京田知己総監督が9月8日、劇場3部作『交響詩篇エウレカセブン ハイエボリューション』の第一章『交響詩篇エウレカセブン ハイエボリューション 1』について裏話を含めて語った。進行はアニメ評論家の藤津亮太氏。※PCよりご覧いただきますとメッセージ形式でお読みいただけます。
2005年4月よりテレビ放送され大ヒットを記録した伝説のアニメで、英雄アドロックを父に持つ主人公レントンが、鬱屈な日々をおくる中、ヒロイン・エウレカと出会い、世界を知る旅に出る様が描かれた。本作は新たに描かれるレントンとエウレカの物語。
<レントンがメインで話が進行していきますが、14歳のレントンは自分の感覚などを反映したりしていますか?>
基本的には距離があるんです。自分自身をレントンに反映してるつもりは無いのですが、無意識に反映している部分もあるかもしれませんね。テレビシリーズは特にそういう意識はなかったです。でも今回、特にチャールズとのやり取りの部分などは『自分が中学生だったらこう反応するだろな』という部分も入れたりしています。
<一見、一部テレビシリーズの編集版のように見えるところもありますが、実はすごく細かい部分が進化しているんですよね?>
テレビシリーズの素材が残っていなかったので、当時の素材を使う際には台詞を変えたり、背景を書き換えたりなど細かい部分を 変更していたんですが、せっかくなら、ということで、目線の動きなどの細かい演出にもかなりこだわっています。
<では今回のレントン像はかなり新しいものになっているということでしょうか?>
そうですね、というより、“今の自分たち”からみた“過去の自分たち”という部分もあると思います。
<レントンに対してはどんな思いで接していますか?>
今回は“自分のこども”に近いと思います。もうこの年齢で今さら中学生のメンタルになって、というのは難しいと思うんです。なので企画が立ち上がった時に(佐藤)大さんたちとも『ぼくらはもうレントンにはなれないね』って話をしていたんです。レントンを観察すると いう感覚が正しいのかは分からないんですが…。

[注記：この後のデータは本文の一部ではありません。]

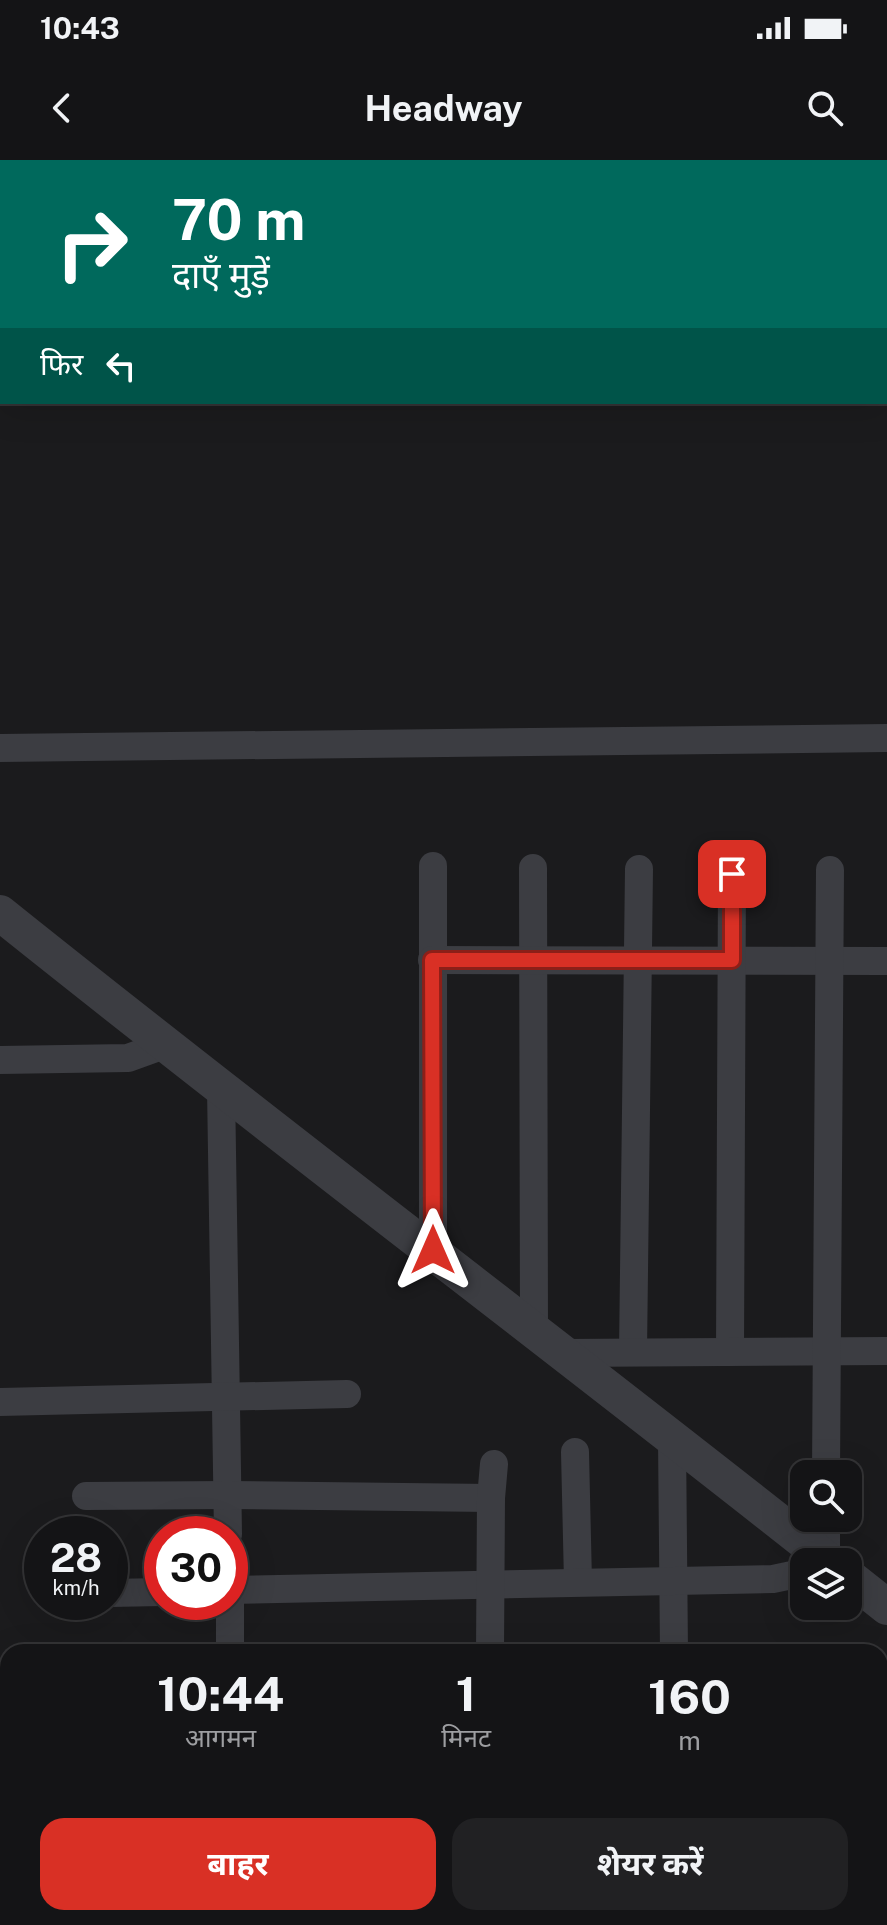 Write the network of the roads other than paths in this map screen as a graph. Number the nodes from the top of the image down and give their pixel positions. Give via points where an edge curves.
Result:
1 (887, 738) edge
2 (0, 748) edge
3 (433, 866) dead end
4 (533, 868) dead end
5 (639, 869) dead end
6 (830, 870) dead end
7 (732, 874) dead end
8 (0, 913) edge
9 (432, 960) junction
10 (533, 960) junction
11 (732, 960) junction
12 (638, 961) junction
13 (829, 961) junction
14 (887, 961) edge
15 (164, 1045) junction
16 (0, 1060) edge
17 (221, 1088) junction
18 (433, 1250) junction
19 (534, 1330) junction
20 (887, 1351) edge
21 (633, 1352) junction
22 (730, 1352) junction
23 (827, 1352) junction
24 (564, 1353) junction
25 (347, 1394) dead end
26 (226, 1396) junction
27 (0, 1402) edge
28 (672, 1438) junction
29 (575, 1452) dead end
30 (826, 1460) edge
31 (494, 1464) dead end
32 (228, 1495) junction
33 (86, 1496) dead end
34 (491, 1498) junction
35 (228, 1516) edge
36 (803, 1548) edge
37 (790, 1575) edge
38 (673, 1580) junction
39 (578, 1582) junction
40 (490, 1584) junction
41 (248, 1590) edge
42 (862, 1590) edge
43 (887, 1607) edge
44 (230, 1620) edge
45 (230, 1644) edge
46 (490, 1644) edge
47 (674, 1644) edge

1 - 2 street
3 - 9 street
4 - 10 street
5 - 12 street
6 - 13 street
7 - 11 street
8 - 15 street
9 - 10 street
9 - 18 street
10 - 12 street
10 - 19 street
11 - 12 street
11 - 13 street
11 - 22 street
12 - 21 street
13 - 14 street
13 - 23 street
15 - 16 street via 128,1058
15 - 17 street
17 - 18 street
17 - 26 street
18 - 19 street
19 - 24 street
20 - 23 street
21 - 22 street
21 - 24 street
22 - 23 street
23 - 30 street
24 - 28 street
25 - 26 street
26 - 27 street
26 - 32 street
28 - 36 street
28 - 38 street
29 - 39 street
31 - 34 street
32 - 33 street
32 - 34 street
32 - 35 street
34 - 40 street
37 - 38 street
38 - 39 street
38 - 47 street
39 - 40 street
40 - 41 street
40 - 46 street
42 - 43 street
44 - 45 street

<そういう意味では今回のレイとチャールズは“観察する”という枠組みを担っていた気がします>
そうですね。それが今回一番大きい部分だとおもいます。実は今回一番難しかった部分でもあります。青野さんの演じない、アクセル・サーストンは観たくない…というスタッフの想いもあり、話の構造を考えたとき、レイとチャールズをちゃんと“親”にしようと思いました。もともといなくなった父親と自分、という話だったので、その話の筋を通していくようにしました。
<今回、レントンの父、アドロックを古谷徹さんがやられていますが、なぜ古谷さんを起用したんですか?>
キャラの設定だけを観ると、しぶいおじさんですけど、ただしぶいおじさんにはしたくなかったです。アドロックというキャラクターを考えていくと、実はすごく繊細でロマンチストだなあ、と。じゃなきゃあんなめちゃくちゃな作戦立てないし、“サマー・オブ・ラブ”なんてつけないですよね(笑)ロマンティックで、ナイーブだと考えてみると単純にしぶい声ではないだろうな、と思ったんです。そういう彼の要素が声で分かるようにしたかった。ただ弱いのではなくいろんなものを背負って物事を解決すれば、ある種主人公にもなりえるような存在感があるひとと考えると古谷さんの声しか聞こえてこなかったんです。以前映画の仕事でご一緒した時にも、本当にプロフェッショナルな芝居をする方だったので、いつか一緒にできたらと思っていました。
<エウレカというキャラクターはシリーズ全体を通してどのように描こうと思っていますか?>
テレビシリーズではヒロインでもただのヒロインにはしたくなかったんです。ただ男の子と出会って恋に落ちて、終わり、にはしたくなかった。なので、エウレカに対しては試練をどんどん与えているんですけど、やっぱりどんどん課題を与えることに臆病になっていますね。昔なら作品のためだ!と割り切れたんですが、年をとってくると、本当にこんなにつらい目にあわせていいんだろうか、と、作品的にはそれが正しくても悩んでしまいますね。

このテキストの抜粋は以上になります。